### YOUR INSTRUCTIONS
I'd like the entries reproduced exactly, with the images omitted.

----- DATA TO PROCESS -----

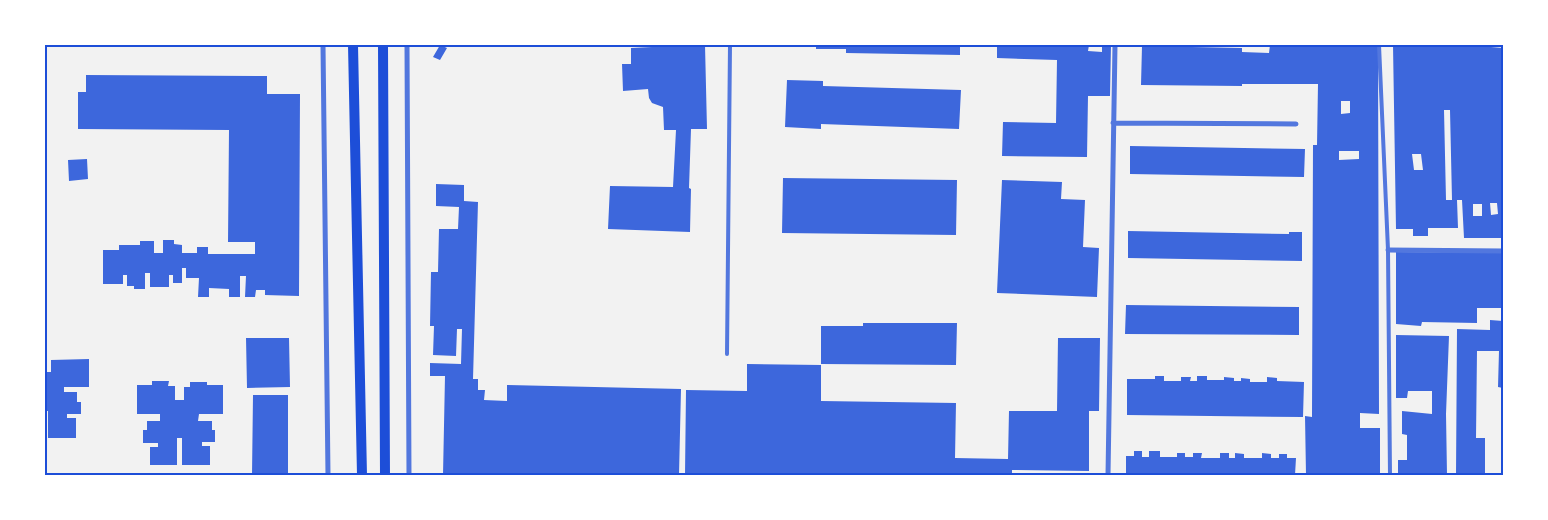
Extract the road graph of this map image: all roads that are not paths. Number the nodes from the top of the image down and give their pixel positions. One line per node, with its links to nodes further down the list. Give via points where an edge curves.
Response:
1 (324, 45): 13 (street)
2 (353, 45): 14 (main road)
3 (383, 45): 15 (main road)
4 (407, 45): 16 (street)
5 (730, 45): 12 (lane)
6 (1115, 45): 8 (street)
7 (1380, 45): 10 (lane)
8 (1113, 123): 9 (street); 17 (street)
9 (1296, 124)
10 (1388, 250): 11 (street); 18 (lane)
11 (1503, 251)
12 (726, 354)
13 (328, 475)
14 (362, 475)
15 (385, 475)
16 (409, 475)
17 (1108, 475)
18 (1390, 475)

-----

### TASK OUTPUT
Extract the road graph of this map image: all roads that are not paths. Number the nodes from the top of the image down and give their pixel positions. One line per node, with its links to nodes further down the list. Give via points where an edge curves.
Response:
1 (324, 45): 13 (street)
2 (353, 45): 14 (main road)
3 (383, 45): 15 (main road)
4 (407, 45): 16 (street)
5 (730, 45): 12 (lane)
6 (1115, 45): 8 (street)
7 (1380, 45): 10 (lane)
8 (1113, 123): 9 (street); 17 (street)
9 (1296, 124)
10 (1388, 250): 11 (street); 18 (lane)
11 (1503, 251)
12 (726, 354)
13 (328, 475)
14 (362, 475)
15 (385, 475)
16 (409, 475)
17 (1108, 475)
18 (1390, 475)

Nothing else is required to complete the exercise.